Problem description
Lines from the start of the data through the line containing "function drawText(font, color, halo, rows, align" must be given again exactly. Leave the others out.

Records to process
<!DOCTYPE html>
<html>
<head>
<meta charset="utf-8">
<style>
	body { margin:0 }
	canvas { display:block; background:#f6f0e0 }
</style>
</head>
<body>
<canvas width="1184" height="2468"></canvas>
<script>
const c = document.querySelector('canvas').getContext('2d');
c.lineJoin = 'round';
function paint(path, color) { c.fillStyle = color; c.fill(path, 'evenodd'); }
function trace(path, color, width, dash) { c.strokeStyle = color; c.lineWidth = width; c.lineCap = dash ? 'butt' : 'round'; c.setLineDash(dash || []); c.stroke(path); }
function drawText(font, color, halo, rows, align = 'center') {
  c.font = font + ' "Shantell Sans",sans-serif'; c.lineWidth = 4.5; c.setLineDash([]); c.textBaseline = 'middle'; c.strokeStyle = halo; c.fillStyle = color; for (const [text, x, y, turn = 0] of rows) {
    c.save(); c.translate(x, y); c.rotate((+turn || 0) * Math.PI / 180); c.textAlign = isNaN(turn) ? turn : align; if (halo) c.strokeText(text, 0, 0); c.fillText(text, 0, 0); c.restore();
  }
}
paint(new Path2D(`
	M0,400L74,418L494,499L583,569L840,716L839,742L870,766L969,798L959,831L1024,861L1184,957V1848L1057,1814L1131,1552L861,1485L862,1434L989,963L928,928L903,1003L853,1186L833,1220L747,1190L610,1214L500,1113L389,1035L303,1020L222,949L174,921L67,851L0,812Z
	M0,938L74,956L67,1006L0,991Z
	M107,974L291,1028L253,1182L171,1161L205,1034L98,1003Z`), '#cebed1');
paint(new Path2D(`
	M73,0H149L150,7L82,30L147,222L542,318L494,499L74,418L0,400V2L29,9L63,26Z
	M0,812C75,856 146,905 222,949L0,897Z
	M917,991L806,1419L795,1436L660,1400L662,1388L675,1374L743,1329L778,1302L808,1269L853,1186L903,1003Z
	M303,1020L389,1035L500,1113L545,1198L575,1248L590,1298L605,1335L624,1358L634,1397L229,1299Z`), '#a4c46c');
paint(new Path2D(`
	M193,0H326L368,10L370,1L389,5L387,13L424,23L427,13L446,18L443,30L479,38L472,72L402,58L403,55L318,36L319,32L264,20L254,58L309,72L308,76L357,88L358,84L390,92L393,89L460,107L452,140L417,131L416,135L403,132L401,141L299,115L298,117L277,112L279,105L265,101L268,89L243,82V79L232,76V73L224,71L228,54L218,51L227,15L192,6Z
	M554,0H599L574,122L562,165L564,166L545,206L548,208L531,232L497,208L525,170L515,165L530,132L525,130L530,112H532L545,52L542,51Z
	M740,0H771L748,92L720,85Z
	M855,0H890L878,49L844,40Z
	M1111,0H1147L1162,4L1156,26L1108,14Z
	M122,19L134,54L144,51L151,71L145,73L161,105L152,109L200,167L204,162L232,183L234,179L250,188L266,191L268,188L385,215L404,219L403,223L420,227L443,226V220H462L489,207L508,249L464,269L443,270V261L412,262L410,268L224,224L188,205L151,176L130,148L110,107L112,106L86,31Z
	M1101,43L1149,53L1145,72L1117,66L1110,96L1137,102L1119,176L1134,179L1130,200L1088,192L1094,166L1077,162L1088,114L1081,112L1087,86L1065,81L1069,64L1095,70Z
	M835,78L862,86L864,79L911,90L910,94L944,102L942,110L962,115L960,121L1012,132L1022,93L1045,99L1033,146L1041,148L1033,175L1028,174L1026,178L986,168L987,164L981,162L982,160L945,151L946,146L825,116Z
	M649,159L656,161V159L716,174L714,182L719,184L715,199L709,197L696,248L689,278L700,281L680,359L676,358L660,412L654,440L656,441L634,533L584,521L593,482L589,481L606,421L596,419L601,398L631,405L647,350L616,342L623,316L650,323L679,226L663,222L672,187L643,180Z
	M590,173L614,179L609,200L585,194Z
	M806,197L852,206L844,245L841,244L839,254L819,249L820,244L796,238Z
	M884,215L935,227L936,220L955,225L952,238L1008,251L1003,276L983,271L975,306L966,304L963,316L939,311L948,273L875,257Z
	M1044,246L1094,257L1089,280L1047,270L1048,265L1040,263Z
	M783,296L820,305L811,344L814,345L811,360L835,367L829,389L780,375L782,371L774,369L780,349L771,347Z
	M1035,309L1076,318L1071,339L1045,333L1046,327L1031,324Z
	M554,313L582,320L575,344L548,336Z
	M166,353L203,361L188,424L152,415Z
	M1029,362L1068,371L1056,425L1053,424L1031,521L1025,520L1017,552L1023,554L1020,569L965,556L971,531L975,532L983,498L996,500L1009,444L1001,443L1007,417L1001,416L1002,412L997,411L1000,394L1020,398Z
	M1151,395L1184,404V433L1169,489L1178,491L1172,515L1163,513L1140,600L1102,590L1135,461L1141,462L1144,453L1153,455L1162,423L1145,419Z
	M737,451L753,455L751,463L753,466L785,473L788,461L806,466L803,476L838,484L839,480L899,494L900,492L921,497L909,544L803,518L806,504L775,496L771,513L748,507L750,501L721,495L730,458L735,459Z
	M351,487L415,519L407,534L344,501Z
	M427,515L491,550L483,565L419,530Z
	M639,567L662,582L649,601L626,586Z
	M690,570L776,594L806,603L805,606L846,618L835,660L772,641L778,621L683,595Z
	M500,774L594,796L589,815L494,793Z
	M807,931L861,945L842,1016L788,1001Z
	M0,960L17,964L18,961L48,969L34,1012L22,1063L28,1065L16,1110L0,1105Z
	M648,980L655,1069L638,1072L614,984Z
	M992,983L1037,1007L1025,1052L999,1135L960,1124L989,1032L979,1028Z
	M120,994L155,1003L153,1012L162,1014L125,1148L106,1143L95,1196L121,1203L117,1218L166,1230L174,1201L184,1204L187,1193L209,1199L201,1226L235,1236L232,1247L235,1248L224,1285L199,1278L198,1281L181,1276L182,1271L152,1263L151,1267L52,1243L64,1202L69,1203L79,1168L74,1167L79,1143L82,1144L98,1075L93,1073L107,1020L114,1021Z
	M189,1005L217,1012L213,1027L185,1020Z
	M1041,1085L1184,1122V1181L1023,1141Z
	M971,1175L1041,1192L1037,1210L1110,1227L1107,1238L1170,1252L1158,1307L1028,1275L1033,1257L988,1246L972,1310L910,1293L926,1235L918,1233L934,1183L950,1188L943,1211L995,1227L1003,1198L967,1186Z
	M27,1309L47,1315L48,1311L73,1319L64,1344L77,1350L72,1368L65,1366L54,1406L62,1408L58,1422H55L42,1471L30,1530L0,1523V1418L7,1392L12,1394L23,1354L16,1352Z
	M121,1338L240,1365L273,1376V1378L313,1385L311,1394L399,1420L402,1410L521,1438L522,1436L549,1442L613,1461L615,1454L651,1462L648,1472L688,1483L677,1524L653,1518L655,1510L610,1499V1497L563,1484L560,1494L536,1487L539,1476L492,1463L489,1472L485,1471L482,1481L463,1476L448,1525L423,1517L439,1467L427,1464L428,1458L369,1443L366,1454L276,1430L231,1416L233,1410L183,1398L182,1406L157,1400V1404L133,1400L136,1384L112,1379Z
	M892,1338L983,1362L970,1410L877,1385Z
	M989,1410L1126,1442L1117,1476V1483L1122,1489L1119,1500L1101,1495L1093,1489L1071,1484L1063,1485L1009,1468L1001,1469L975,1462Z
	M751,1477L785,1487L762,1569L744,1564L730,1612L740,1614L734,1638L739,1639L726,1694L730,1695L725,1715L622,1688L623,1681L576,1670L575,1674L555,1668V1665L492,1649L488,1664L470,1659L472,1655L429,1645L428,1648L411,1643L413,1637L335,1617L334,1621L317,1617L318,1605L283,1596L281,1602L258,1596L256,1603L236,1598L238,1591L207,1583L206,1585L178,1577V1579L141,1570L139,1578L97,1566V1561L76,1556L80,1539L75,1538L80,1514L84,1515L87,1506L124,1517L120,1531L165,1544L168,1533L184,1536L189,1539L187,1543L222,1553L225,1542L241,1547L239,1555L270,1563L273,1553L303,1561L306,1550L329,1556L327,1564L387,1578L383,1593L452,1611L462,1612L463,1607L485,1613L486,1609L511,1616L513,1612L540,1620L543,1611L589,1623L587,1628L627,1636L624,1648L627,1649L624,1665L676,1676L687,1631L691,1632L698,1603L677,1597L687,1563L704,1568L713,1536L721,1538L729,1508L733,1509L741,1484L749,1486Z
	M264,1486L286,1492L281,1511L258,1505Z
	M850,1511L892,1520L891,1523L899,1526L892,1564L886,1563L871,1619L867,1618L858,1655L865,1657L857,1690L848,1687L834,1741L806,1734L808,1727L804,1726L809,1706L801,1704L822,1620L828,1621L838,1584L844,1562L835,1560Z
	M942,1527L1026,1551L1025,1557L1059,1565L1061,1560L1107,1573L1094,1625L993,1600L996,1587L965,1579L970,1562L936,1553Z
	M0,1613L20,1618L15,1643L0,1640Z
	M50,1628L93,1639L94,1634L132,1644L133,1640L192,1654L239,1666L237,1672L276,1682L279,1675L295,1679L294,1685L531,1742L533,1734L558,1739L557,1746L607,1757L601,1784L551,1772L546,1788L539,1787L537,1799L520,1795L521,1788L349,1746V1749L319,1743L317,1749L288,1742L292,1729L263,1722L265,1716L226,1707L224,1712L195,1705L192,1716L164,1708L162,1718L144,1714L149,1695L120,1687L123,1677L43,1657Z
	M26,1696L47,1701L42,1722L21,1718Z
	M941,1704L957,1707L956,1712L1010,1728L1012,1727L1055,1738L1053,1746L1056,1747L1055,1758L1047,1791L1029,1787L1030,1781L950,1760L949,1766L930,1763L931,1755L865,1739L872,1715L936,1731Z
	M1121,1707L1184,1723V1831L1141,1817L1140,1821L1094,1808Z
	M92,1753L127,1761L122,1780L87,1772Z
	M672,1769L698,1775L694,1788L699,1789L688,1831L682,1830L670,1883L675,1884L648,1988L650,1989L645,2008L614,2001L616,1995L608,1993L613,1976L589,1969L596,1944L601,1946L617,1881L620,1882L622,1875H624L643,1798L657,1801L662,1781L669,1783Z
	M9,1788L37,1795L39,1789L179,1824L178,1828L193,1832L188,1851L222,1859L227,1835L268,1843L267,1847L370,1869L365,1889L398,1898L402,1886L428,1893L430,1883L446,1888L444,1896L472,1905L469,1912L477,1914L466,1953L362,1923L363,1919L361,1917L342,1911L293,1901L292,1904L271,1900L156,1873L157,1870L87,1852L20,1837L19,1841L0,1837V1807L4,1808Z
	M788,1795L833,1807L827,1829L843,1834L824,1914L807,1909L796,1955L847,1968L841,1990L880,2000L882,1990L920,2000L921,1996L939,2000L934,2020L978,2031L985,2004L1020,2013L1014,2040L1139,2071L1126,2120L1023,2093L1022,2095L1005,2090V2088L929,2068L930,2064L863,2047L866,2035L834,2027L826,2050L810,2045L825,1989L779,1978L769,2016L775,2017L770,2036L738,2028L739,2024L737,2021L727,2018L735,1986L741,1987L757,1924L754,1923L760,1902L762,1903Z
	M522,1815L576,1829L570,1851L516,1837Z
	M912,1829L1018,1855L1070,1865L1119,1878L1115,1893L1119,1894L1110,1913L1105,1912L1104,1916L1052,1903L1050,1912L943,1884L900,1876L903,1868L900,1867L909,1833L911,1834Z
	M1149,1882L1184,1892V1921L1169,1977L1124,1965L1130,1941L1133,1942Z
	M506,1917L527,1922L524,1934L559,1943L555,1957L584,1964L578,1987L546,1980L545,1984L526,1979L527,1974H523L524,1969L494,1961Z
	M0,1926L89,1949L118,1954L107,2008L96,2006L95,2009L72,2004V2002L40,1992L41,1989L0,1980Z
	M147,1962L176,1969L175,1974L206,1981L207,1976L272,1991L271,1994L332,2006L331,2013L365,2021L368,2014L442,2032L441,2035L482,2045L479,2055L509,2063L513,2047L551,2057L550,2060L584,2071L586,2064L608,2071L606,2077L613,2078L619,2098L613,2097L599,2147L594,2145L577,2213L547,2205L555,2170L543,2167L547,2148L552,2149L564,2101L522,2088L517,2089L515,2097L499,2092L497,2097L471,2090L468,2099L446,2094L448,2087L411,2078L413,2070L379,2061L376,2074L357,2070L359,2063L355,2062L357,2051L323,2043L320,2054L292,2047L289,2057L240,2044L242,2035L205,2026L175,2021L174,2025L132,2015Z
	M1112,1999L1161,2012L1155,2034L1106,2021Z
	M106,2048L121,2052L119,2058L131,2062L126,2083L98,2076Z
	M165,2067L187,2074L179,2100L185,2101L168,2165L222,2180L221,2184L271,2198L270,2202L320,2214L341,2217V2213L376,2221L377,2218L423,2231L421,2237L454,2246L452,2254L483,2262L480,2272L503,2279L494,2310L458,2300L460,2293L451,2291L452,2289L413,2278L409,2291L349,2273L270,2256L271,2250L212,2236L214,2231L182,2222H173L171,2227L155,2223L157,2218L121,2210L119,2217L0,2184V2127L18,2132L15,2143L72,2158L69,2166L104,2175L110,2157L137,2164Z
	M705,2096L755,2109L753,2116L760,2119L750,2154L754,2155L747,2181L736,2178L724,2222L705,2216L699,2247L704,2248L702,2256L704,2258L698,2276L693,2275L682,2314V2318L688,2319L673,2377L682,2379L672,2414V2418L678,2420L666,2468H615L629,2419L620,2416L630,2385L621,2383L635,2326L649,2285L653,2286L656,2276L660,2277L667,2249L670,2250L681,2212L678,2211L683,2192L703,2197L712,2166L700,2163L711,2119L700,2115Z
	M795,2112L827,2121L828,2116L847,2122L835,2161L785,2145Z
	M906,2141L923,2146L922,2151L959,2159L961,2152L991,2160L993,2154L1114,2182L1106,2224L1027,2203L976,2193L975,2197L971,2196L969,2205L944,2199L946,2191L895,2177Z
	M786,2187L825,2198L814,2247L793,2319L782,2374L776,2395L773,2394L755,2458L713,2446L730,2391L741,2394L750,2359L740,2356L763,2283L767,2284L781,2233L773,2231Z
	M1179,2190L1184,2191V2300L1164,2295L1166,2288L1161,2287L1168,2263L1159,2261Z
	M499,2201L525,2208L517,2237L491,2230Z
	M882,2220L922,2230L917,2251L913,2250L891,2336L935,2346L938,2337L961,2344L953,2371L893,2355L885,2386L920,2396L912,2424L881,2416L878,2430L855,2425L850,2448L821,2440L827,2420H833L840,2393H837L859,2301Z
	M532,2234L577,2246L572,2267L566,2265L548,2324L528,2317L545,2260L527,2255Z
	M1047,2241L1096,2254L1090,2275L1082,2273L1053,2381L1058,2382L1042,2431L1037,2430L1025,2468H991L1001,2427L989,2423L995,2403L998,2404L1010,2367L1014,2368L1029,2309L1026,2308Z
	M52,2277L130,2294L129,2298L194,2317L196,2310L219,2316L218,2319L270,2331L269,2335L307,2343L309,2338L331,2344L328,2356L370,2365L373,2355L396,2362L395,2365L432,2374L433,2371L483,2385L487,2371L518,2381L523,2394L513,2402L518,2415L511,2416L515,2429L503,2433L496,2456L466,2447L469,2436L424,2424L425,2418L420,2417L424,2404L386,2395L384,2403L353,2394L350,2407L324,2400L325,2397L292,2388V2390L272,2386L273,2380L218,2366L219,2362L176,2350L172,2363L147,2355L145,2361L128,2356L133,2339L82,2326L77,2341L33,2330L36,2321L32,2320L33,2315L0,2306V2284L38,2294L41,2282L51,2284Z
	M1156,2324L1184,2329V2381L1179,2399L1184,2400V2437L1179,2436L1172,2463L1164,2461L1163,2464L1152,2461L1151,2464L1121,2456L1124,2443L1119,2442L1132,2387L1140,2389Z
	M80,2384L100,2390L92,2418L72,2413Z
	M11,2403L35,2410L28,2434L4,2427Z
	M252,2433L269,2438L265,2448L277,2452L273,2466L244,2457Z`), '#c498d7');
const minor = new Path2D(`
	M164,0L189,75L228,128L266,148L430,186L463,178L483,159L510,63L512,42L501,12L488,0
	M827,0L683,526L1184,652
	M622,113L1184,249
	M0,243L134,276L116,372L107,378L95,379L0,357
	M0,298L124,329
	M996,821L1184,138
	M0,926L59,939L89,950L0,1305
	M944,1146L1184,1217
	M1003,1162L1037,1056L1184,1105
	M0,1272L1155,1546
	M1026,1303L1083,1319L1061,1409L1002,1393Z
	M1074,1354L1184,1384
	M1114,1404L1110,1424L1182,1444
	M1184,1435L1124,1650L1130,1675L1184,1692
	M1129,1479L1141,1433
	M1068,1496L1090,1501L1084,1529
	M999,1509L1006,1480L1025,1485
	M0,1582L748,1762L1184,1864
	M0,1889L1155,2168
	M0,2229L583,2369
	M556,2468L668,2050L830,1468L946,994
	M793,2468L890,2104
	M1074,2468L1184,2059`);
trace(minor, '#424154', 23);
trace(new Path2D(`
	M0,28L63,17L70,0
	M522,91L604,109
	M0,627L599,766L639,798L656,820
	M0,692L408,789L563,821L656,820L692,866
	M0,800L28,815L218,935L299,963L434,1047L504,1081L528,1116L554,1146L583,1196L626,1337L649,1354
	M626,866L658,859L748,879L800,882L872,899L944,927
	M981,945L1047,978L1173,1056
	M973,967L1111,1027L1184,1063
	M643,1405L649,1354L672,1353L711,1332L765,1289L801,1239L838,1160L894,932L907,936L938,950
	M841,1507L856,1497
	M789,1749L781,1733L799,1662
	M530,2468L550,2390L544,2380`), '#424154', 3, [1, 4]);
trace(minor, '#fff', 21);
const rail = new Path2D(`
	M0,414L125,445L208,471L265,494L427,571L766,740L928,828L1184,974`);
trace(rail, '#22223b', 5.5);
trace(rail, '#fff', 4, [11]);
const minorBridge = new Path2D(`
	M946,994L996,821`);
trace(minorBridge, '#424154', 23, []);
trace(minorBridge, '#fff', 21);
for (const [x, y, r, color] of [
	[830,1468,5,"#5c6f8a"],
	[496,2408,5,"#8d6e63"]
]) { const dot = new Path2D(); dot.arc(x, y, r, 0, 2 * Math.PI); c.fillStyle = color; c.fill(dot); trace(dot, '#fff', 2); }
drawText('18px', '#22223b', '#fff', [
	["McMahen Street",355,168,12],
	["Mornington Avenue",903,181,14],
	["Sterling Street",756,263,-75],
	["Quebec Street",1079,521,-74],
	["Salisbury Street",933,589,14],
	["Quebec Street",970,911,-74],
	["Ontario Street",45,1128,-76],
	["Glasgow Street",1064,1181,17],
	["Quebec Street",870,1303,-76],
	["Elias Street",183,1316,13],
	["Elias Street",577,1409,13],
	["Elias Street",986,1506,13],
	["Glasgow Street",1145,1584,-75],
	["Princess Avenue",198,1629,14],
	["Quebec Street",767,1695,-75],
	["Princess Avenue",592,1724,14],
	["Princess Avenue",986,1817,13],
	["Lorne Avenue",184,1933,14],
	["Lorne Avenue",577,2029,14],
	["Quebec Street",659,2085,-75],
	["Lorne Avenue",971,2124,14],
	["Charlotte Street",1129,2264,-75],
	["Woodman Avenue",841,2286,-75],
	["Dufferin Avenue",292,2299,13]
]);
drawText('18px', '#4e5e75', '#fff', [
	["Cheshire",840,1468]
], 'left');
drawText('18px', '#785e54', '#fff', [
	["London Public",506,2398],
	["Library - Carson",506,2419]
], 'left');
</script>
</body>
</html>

Exercise answer
<!DOCTYPE html>
<html>
<head>
<meta charset="utf-8">
<style>
	body { margin:0 }
	canvas { display:block; background:#f6f0e0 }
</style>
</head>
<body>
<canvas width="1184" height="2468"></canvas>
<script>
const c = document.querySelector('canvas').getContext('2d');
c.lineJoin = 'round';
function paint(path, color) { c.fillStyle = color; c.fill(path, 'evenodd'); }
function trace(path, color, width, dash) { c.strokeStyle = color; c.lineWidth = width; c.lineCap = dash ? 'butt' : 'round'; c.setLineDash(dash || []); c.stroke(path); }
function drawText(font, color, halo, rows, align = 'center') {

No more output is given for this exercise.